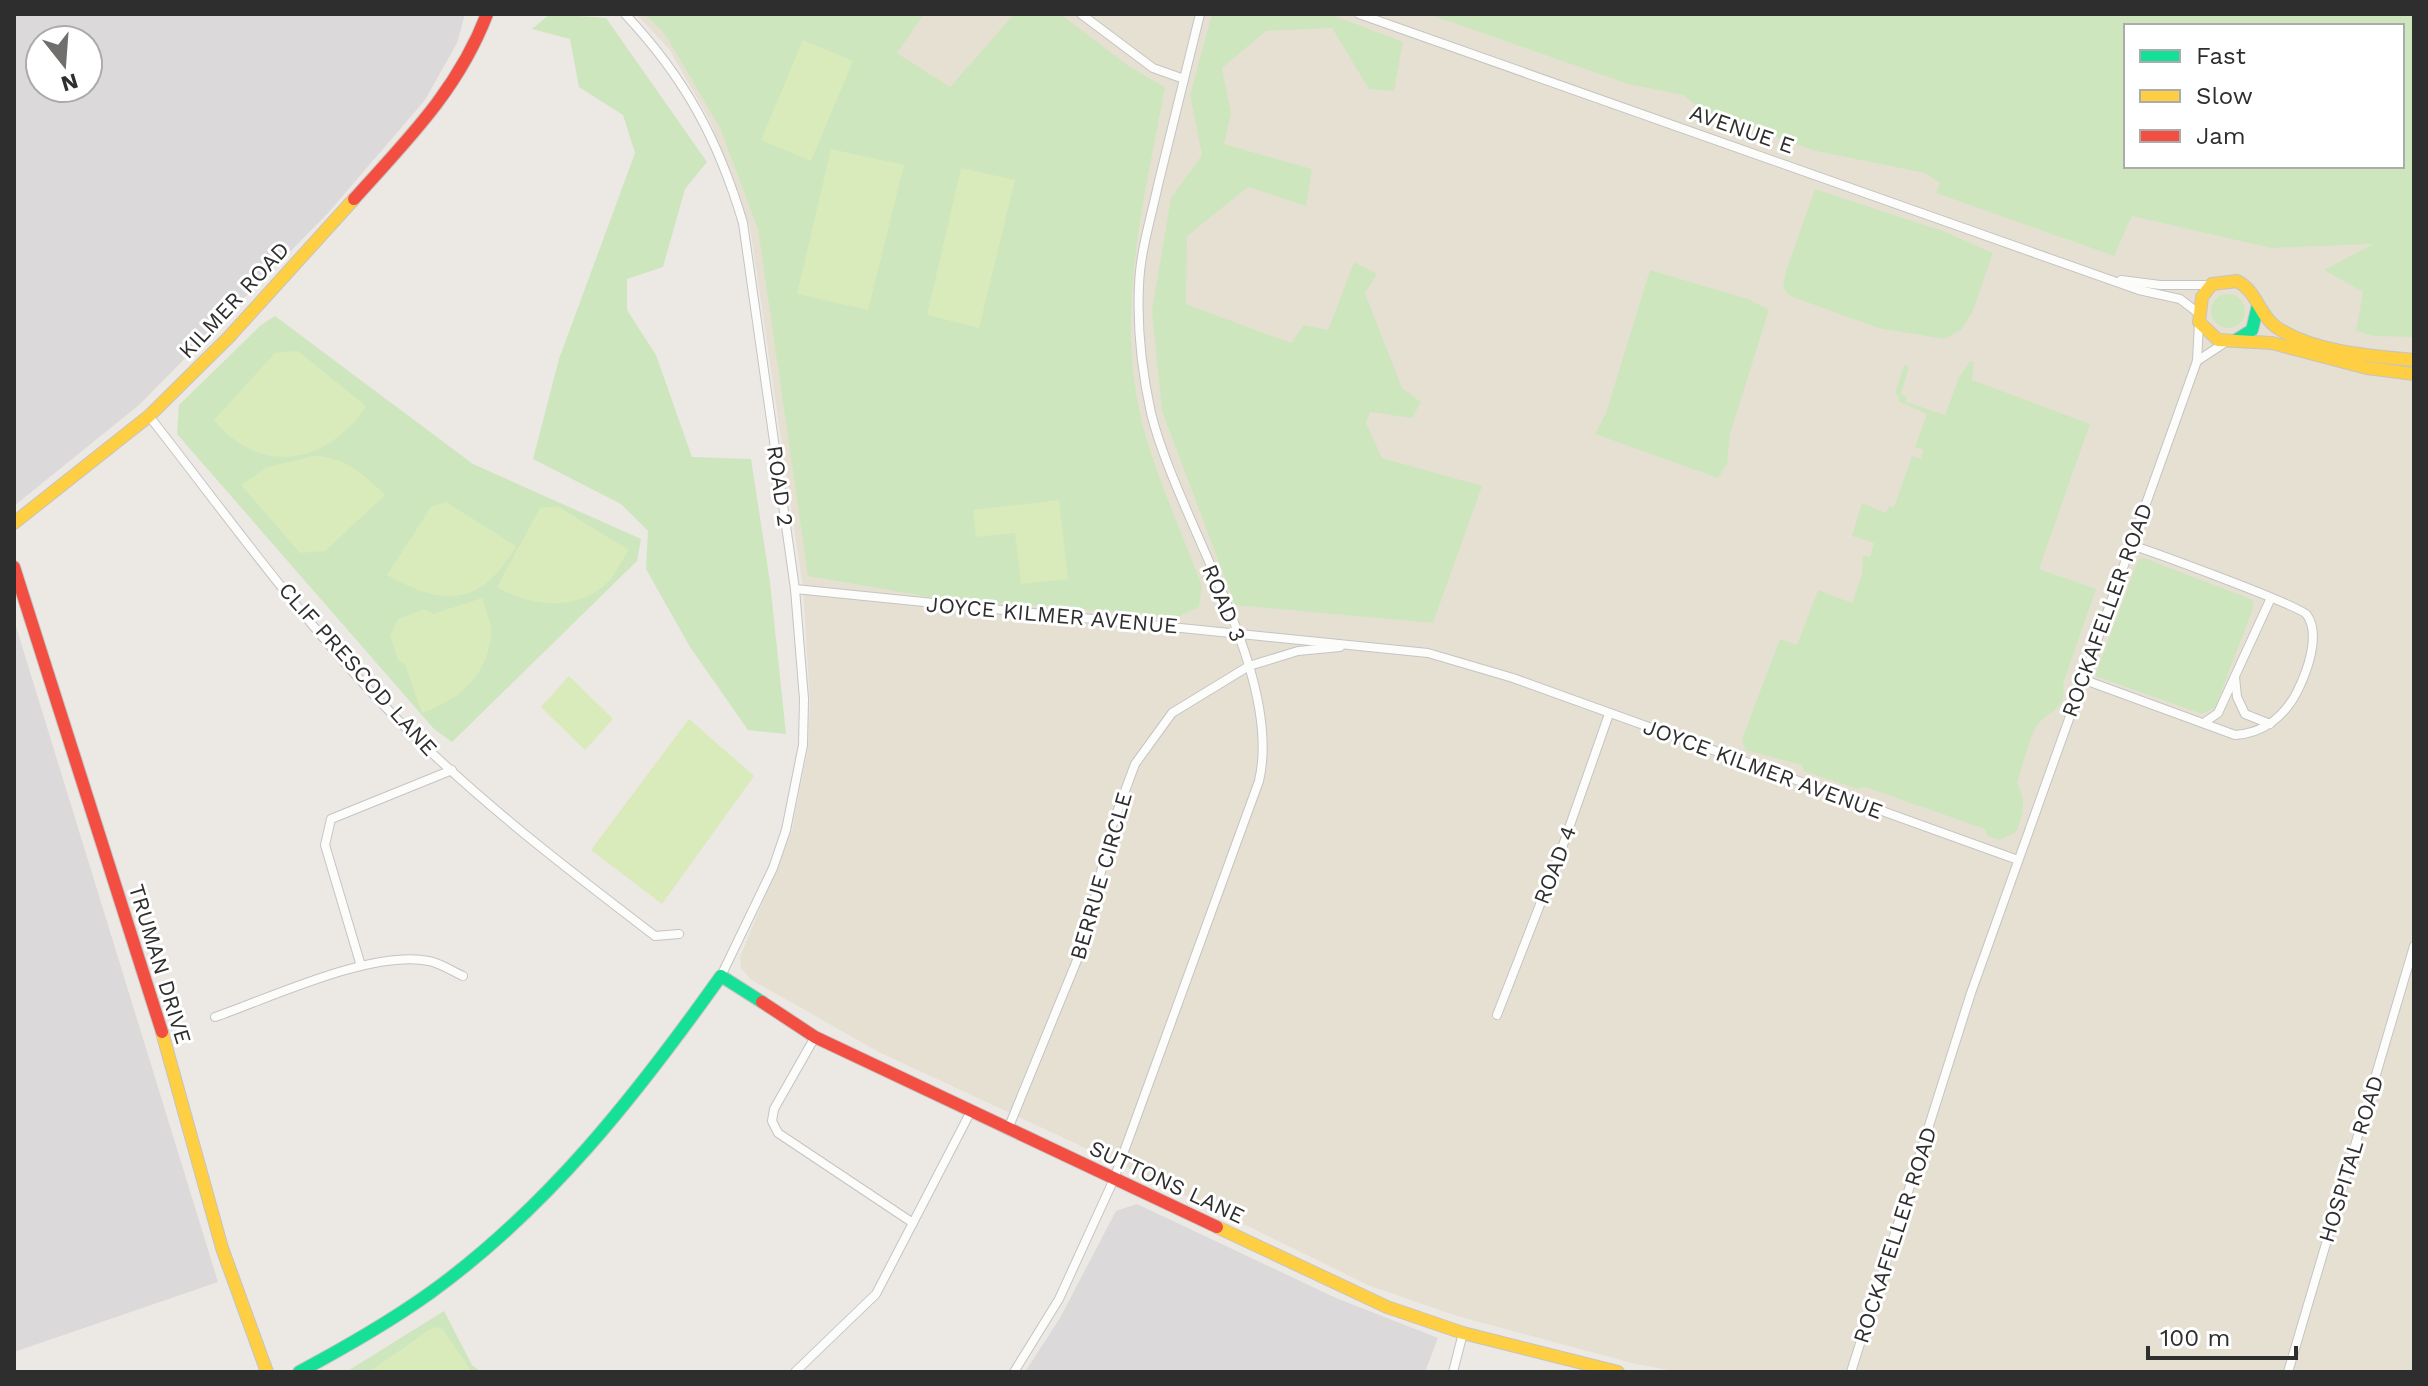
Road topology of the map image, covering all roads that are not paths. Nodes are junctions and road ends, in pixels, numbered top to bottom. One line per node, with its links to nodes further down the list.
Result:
1 (487, 14): 15 (street, KILMER ROAD)
2 (625, 14): 19 (street, ROAD 2)
3 (1081, 14): 6 (street)
4 (1200, 14): 6 (street, ROAD 3)
5 (1359, 14): 7 (street, AVENUE E)
6 (1184, 79): 21 (street, ROAD 3)
7 (2112, 279): 8 (street, AVENUE E); 10 (street, AVENUE E)
8 (2210, 285): 9 (street, AVENUE E); 10 (street)
9 (2258, 304): 11 (street); 12 (street, AVENUE E)
10 (2198, 317): 11 (street, AVENUE E); 13 (street, ROCKAFELLER ROAD)
11 (2232, 341): 13 (street); 14 (street, AVENUE E)
12 (2414, 360)
13 (2197, 361): 17 (street, ROCKAFELLER ROAD)
14 (2414, 374)
15 (149, 416): 16 (street, KILMER ROAD); 29 (street, CLIF PRESCOD LANE)
16 (14, 523)
17 (2131, 545): 20 (street); 25 (street, ROCKAFELLER ROAD)
18 (14, 567): 44 (street, TRUMAN DRIVE)
19 (795, 589): 21 (street, JOYCE KILMER AVENUE); 35 (street, ROAD 2)
20 (2270, 600): 24 (street); 28 (street)
21 (1235, 631): 22 (street, JOYCE KILMER AVENUE); 23 (street, ROAD 3)
22 (1357, 645): 23 (street, JOYCE KILMER AVENUE); 26 (street, JOYCE KILMER AVENUE)
23 (1249, 666): 40 (street, BERRUE CIRCLE); 41 (street, ROAD 3)
24 (2235, 674): 27 (street); 28 (street)
25 (2082, 679): 27 (street); 30 (street, ROCKAFELLER ROAD)
26 (1609, 714): 30 (street, JOYCE KILMER AVENUE); 36 (street, ROAD 4)
27 (2205, 722): 28 (street)
28 (2271, 724)
29 (452, 770): 31 (street, CLIF PRESCOD LANE); 33 (street)
30 (2018, 860): 50 (street, ROCKAFELLER ROAD)
31 (679, 934)
32 (2414, 946): 51 (street, HOSPITAL ROAD)
33 (361, 966): 34 (street); 37 (street)
34 (463, 976)
35 (721, 976): 38 (street, SUTTONS LANE); 45 (street)
36 (1497, 1015)
37 (215, 1017)
38 (815, 1037): 39 (street, SUTTONS LANE); 42 (street)
39 (970, 1113): 40 (street, SUTTONS LANE); 42 (street)
40 (1008, 1129): 41 (street, SUTTONS LANE)
41 (1114, 1179): 43 (street, SUTTONS LANE); 47 (street, ROAD 3)
42 (913, 1223): 46 (street)
43 (1463, 1333): 48 (street); 49 (street, SUTTONS LANE)
44 (267, 1372)
45 (299, 1372)
46 (795, 1372)
47 (1014, 1372)
48 (1453, 1372)
49 (1618, 1372)
50 (1851, 1372)
51 (2288, 1372)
════════════════════
**Assignment**
Scan the entries for lines holding the string "AVENUE", then copy every one of them.

**Result of the task**
5 (1359, 14): 7 (street, AVENUE E)
7 (2112, 279): 8 (street, AVENUE E); 10 (street, AVENUE E)
8 (2210, 285): 9 (street, AVENUE E); 10 (street)
9 (2258, 304): 11 (street); 12 (street, AVENUE E)
10 (2198, 317): 11 (street, AVENUE E); 13 (street, ROCKAFELLER ROAD)
11 (2232, 341): 13 (street); 14 (street, AVENUE E)
19 (795, 589): 21 (street, JOYCE KILMER AVENUE); 35 (street, ROAD 2)
21 (1235, 631): 22 (street, JOYCE KILMER AVENUE); 23 (street, ROAD 3)
22 (1357, 645): 23 (street, JOYCE KILMER AVENUE); 26 (street, JOYCE KILMER AVENUE)
26 (1609, 714): 30 (street, JOYCE KILMER AVENUE); 36 (street, ROAD 4)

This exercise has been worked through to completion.